Delta Air Lines' 185,000 b/d Trainer Refinery in Pennsylvania operated at a profit for the second consecutive quarter as lower renewable fuel blending compliance costs supported refining operations.
Production at the company's refinery 10 miles southwest of Philadelphia yielded a 24¢/USG benefit on jet fuel costs in the fourth quarter, compared to a 21¢/USG loss in the fourth quarter of 2020 and a 3¢/USG benefit in the fourth quarter of 2019.
The refinery executed $1.04bn in sales of non-jet fuel products in the fourth quarter 2021, compared to $441mn in the fourth quarter of 2020 and $2mn in the fourth quarter of 2019.

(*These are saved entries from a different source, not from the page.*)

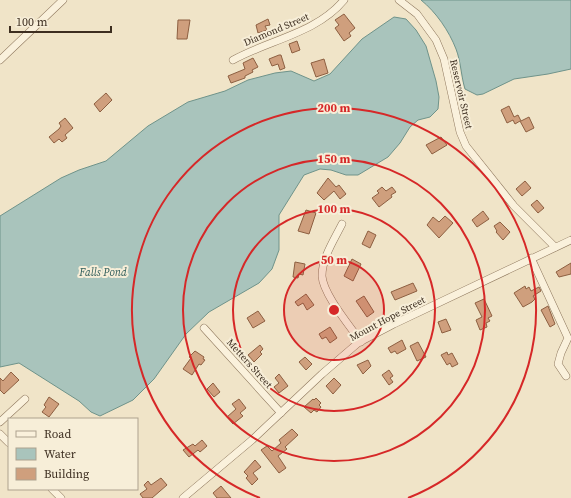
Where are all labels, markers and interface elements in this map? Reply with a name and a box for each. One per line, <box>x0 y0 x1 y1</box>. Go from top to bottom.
scale bar <box>10 8 111 34</box>
street label: Diamond Street <box>242 10 311 49</box>
text: 100 m <box>16 14 48 30</box>
street label: Reservoir Street <box>447 58 476 131</box>
text: 200 m <box>318 100 351 116</box>
text: 150 m <box>318 151 351 167</box>
text: 100 m <box>318 201 351 217</box>
text: 50 m <box>321 252 347 268</box>
water label: Falls Pond <box>78 265 127 280</box>
street label: Mount Hope Street <box>347 293 428 344</box>
centre of rings <box>327 303 341 317</box>
street label: Metters Street <box>224 336 276 391</box>
legend <box>8 418 138 490</box>
text: Road <box>44 426 71 442</box>
text: Water <box>44 446 76 462</box>
text: Building <box>44 466 89 482</box>

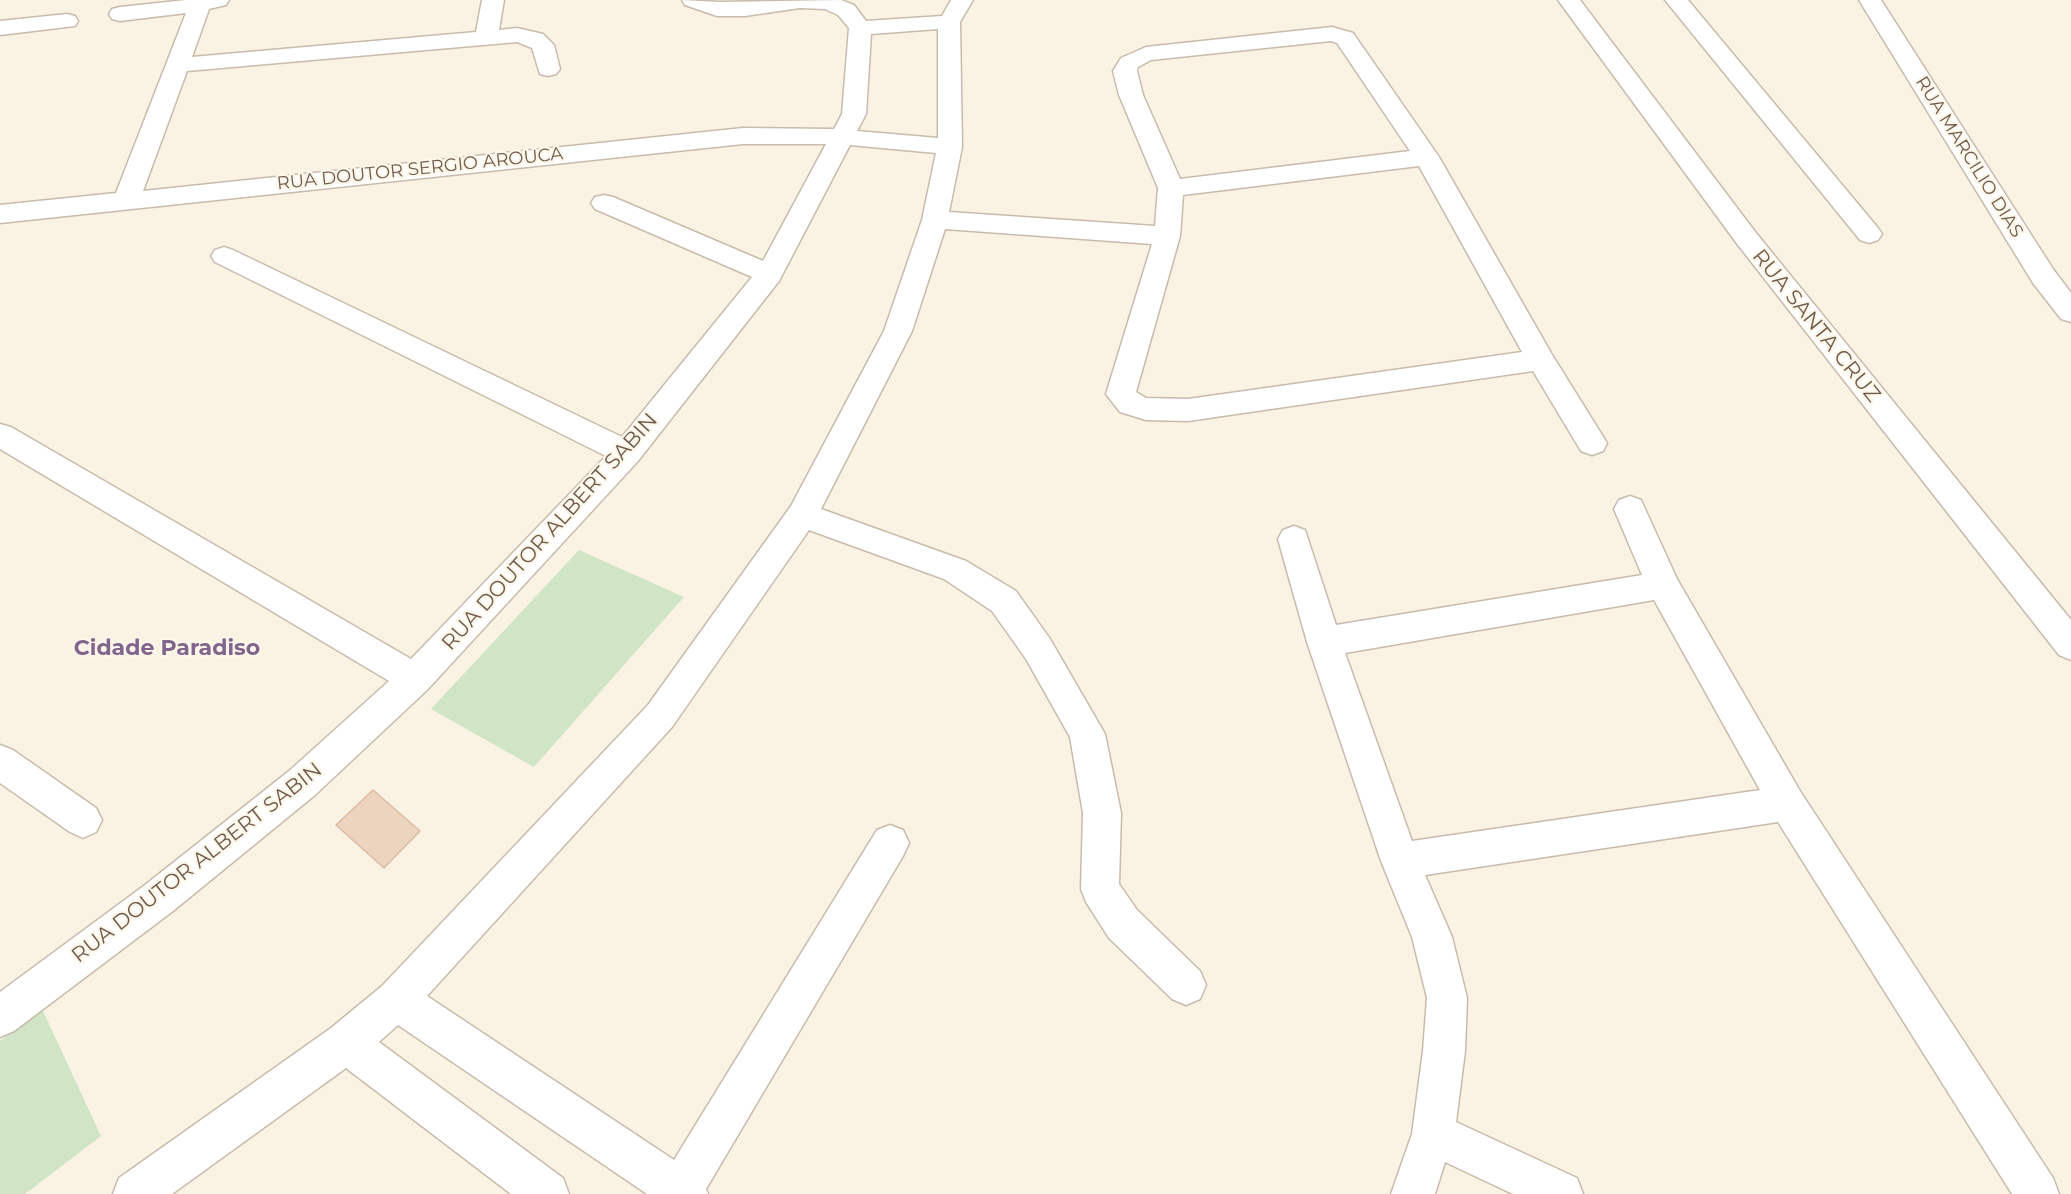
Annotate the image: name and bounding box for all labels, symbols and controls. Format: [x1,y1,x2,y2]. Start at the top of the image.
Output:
street label: RUA MARCILIO DIAS [1911,72,2027,242]
street label: RUA DOUTOR SERGIO AROUCA [276,143,564,195]
street label: RUA SANTA CRUZ [1747,244,1885,408]
street label: RUA DOUTOR ALBERT SABIN [437,408,663,656]
district label: Cidade Paradiso [74,636,260,662]
street label: RUA DOUTOR ALBERT SABIN [67,757,327,969]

Delta purchased the refinery in 2012 and typically exchanges gasoline and diesel produced at the facility for jet fuel, but increased outright sales of those products over the last two years as jet demand lagged behind road fuel demand.
Results at Trainer, which lacks a fuel blending operation, were impacted earlier this year amid record-high prices for credits US refiners use to signal compliance with the US Renewable Fuel Standard (RFS). But lower prices for renewable identification numbers (RINs) and lower volume obligations offered the refinery relief in the fourth quarter. The Environmental Protection Agency proposed on 7 December to retroactively lower renewable blending mandates for 2020, and prices for the credits fell in the fourth quarter compared to earlier quarters in 2021.
The Argus Renewable Volume Obligation, which serves as an estimate of the daily cost of compliance with the RFS, averaged 14.55¢/USG in the fourth quarter — nearly six times higher than prices observed in the same quarter in 2019 but down from the 19.40¢/USG average recorded in the second quarter of 2021.